● **YOUR TASK**
Every record must be copied exactly.
◇ ◇ ◇
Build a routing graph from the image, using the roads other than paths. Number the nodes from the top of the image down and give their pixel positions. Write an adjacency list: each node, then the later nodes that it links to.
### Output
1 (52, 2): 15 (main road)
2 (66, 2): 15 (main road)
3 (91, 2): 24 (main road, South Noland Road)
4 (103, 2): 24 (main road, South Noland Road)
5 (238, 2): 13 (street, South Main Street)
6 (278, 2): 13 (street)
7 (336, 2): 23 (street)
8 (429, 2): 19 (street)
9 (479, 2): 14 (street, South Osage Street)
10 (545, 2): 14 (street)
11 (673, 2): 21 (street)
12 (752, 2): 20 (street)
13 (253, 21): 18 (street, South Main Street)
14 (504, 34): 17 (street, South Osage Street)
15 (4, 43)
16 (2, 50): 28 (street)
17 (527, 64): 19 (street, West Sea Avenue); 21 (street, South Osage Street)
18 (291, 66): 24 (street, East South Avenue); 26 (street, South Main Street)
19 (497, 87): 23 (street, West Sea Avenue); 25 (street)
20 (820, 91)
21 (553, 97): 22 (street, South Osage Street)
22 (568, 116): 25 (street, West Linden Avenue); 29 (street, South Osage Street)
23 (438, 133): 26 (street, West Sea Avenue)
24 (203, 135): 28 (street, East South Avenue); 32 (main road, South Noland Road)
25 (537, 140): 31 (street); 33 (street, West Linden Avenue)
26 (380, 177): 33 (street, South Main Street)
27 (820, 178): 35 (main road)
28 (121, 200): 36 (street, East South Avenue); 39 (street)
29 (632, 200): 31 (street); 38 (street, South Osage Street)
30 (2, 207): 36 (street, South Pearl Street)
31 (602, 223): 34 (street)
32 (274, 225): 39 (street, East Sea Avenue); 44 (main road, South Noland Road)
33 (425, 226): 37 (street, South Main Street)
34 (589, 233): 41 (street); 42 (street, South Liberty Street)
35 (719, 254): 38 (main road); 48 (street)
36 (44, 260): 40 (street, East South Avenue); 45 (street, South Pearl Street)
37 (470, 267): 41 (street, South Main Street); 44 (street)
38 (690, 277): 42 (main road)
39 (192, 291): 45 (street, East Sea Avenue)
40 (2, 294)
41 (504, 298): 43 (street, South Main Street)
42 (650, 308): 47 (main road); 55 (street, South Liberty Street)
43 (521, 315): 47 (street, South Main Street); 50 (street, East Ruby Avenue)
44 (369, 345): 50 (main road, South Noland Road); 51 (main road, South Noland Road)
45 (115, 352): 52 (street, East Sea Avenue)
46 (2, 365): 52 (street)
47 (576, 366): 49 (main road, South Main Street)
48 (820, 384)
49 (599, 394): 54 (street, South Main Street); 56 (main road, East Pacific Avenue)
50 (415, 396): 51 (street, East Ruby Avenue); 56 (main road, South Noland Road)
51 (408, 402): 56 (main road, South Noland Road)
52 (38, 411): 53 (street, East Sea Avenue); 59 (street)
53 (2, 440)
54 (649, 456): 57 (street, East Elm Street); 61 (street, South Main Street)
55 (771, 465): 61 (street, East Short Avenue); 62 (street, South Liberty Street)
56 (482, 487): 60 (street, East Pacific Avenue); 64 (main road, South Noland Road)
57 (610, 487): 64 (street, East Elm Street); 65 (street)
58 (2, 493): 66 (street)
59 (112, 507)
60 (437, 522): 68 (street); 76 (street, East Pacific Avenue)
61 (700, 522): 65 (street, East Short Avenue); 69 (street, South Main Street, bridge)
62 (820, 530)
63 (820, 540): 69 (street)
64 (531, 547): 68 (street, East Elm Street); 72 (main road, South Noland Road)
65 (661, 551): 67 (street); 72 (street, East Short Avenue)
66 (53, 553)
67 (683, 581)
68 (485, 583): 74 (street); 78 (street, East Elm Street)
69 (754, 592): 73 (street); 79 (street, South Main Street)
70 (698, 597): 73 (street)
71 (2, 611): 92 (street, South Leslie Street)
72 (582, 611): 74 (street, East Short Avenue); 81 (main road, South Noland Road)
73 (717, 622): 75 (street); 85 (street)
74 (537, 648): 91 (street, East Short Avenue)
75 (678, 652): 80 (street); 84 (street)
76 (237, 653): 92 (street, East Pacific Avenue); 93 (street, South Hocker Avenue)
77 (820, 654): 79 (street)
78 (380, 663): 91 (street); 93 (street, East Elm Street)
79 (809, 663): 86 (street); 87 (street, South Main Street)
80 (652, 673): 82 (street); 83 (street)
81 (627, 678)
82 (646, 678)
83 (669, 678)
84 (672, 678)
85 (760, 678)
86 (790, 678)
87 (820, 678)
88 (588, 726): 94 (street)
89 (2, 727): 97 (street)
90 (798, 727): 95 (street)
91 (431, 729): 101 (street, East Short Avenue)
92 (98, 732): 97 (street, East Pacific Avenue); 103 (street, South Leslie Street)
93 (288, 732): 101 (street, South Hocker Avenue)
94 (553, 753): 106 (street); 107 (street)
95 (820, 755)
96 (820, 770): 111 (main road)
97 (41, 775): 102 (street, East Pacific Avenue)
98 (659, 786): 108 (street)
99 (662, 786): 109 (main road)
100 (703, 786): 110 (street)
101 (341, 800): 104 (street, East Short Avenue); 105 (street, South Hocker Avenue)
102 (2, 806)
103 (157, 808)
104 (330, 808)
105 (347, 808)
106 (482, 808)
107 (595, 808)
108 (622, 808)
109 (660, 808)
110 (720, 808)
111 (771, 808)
◇ ◇ ◇
● **RESPONSE TO THIS EXERCISE**
Build a routing graph from the image, using the roads other than paths. Number the nodes from the top of the image down and give their pixel positions. Write an adjacency list: each node, then the later nodes that it links to.
### Output
1 (52, 2): 15 (main road)
2 (66, 2): 15 (main road)
3 (91, 2): 24 (main road, South Noland Road)
4 (103, 2): 24 (main road, South Noland Road)
5 (238, 2): 13 (street, South Main Street)
6 (278, 2): 13 (street)
7 (336, 2): 23 (street)
8 (429, 2): 19 (street)
9 (479, 2): 14 (street, South Osage Street)
10 (545, 2): 14 (street)
11 (673, 2): 21 (street)
12 (752, 2): 20 (street)
13 (253, 21): 18 (street, South Main Street)
14 (504, 34): 17 (street, South Osage Street)
15 (4, 43)
16 (2, 50): 28 (street)
17 (527, 64): 19 (street, West Sea Avenue); 21 (street, South Osage Street)
18 (291, 66): 24 (street, East South Avenue); 26 (street, South Main Street)
19 (497, 87): 23 (street, West Sea Avenue); 25 (street)
20 (820, 91)
21 (553, 97): 22 (street, South Osage Street)
22 (568, 116): 25 (street, West Linden Avenue); 29 (street, South Osage Street)
23 (438, 133): 26 (street, West Sea Avenue)
24 (203, 135): 28 (street, East South Avenue); 32 (main road, South Noland Road)
25 (537, 140): 31 (street); 33 (street, West Linden Avenue)
26 (380, 177): 33 (street, South Main Street)
27 (820, 178): 35 (main road)
28 (121, 200): 36 (street, East South Avenue); 39 (street)
29 (632, 200): 31 (street); 38 (street, South Osage Street)
30 (2, 207): 36 (street, South Pearl Street)
31 (602, 223): 34 (street)
32 (274, 225): 39 (street, East Sea Avenue); 44 (main road, South Noland Road)
33 (425, 226): 37 (street, South Main Street)
34 (589, 233): 41 (street); 42 (street, South Liberty Street)
35 (719, 254): 38 (main road); 48 (street)
36 (44, 260): 40 (street, East South Avenue); 45 (street, South Pearl Street)
37 (470, 267): 41 (street, South Main Street); 44 (street)
38 (690, 277): 42 (main road)
39 (192, 291): 45 (street, East Sea Avenue)
40 (2, 294)
41 (504, 298): 43 (street, South Main Street)
42 (650, 308): 47 (main road); 55 (street, South Liberty Street)
43 (521, 315): 47 (street, South Main Street); 50 (street, East Ruby Avenue)
44 (369, 345): 50 (main road, South Noland Road); 51 (main road, South Noland Road)
45 (115, 352): 52 (street, East Sea Avenue)
46 (2, 365): 52 (street)
47 (576, 366): 49 (main road, South Main Street)
48 (820, 384)
49 (599, 394): 54 (street, South Main Street); 56 (main road, East Pacific Avenue)
50 (415, 396): 51 (street, East Ruby Avenue); 56 (main road, South Noland Road)
51 (408, 402): 56 (main road, South Noland Road)
52 (38, 411): 53 (street, East Sea Avenue); 59 (street)
53 (2, 440)
54 (649, 456): 57 (street, East Elm Street); 61 (street, South Main Street)
55 (771, 465): 61 (street, East Short Avenue); 62 (street, South Liberty Street)
56 (482, 487): 60 (street, East Pacific Avenue); 64 (main road, South Noland Road)
57 (610, 487): 64 (street, East Elm Street); 65 (street)
58 (2, 493): 66 (street)
59 (112, 507)
60 (437, 522): 68 (street); 76 (street, East Pacific Avenue)
61 (700, 522): 65 (street, East Short Avenue); 69 (street, South Main Street, bridge)
62 (820, 530)
63 (820, 540): 69 (street)
64 (531, 547): 68 (street, East Elm Street); 72 (main road, South Noland Road)
65 (661, 551): 67 (street); 72 (street, East Short Avenue)
66 (53, 553)
67 (683, 581)
68 (485, 583): 74 (street); 78 (street, East Elm Street)
69 (754, 592): 73 (street); 79 (street, South Main Street)
70 (698, 597): 73 (street)
71 (2, 611): 92 (street, South Leslie Street)
72 (582, 611): 74 (street, East Short Avenue); 81 (main road, South Noland Road)
73 (717, 622): 75 (street); 85 (street)
74 (537, 648): 91 (street, East Short Avenue)
75 (678, 652): 80 (street); 84 (street)
76 (237, 653): 92 (street, East Pacific Avenue); 93 (street, South Hocker Avenue)
77 (820, 654): 79 (street)
78 (380, 663): 91 (street); 93 (street, East Elm Street)
79 (809, 663): 86 (street); 87 (street, South Main Street)
80 (652, 673): 82 (street); 83 (street)
81 (627, 678)
82 (646, 678)
83 (669, 678)
84 (672, 678)
85 (760, 678)
86 (790, 678)
87 (820, 678)
88 (588, 726): 94 (street)
89 (2, 727): 97 (street)
90 (798, 727): 95 (street)
91 (431, 729): 101 (street, East Short Avenue)
92 (98, 732): 97 (street, East Pacific Avenue); 103 (street, South Leslie Street)
93 (288, 732): 101 (street, South Hocker Avenue)
94 (553, 753): 106 (street); 107 (street)
95 (820, 755)
96 (820, 770): 111 (main road)
97 (41, 775): 102 (street, East Pacific Avenue)
98 (659, 786): 108 (street)
99 (662, 786): 109 (main road)
100 (703, 786): 110 (street)
101 (341, 800): 104 (street, East Short Avenue); 105 (street, South Hocker Avenue)
102 (2, 806)
103 (157, 808)
104 (330, 808)
105 (347, 808)
106 (482, 808)
107 (595, 808)
108 (622, 808)
109 (660, 808)
110 (720, 808)
111 (771, 808)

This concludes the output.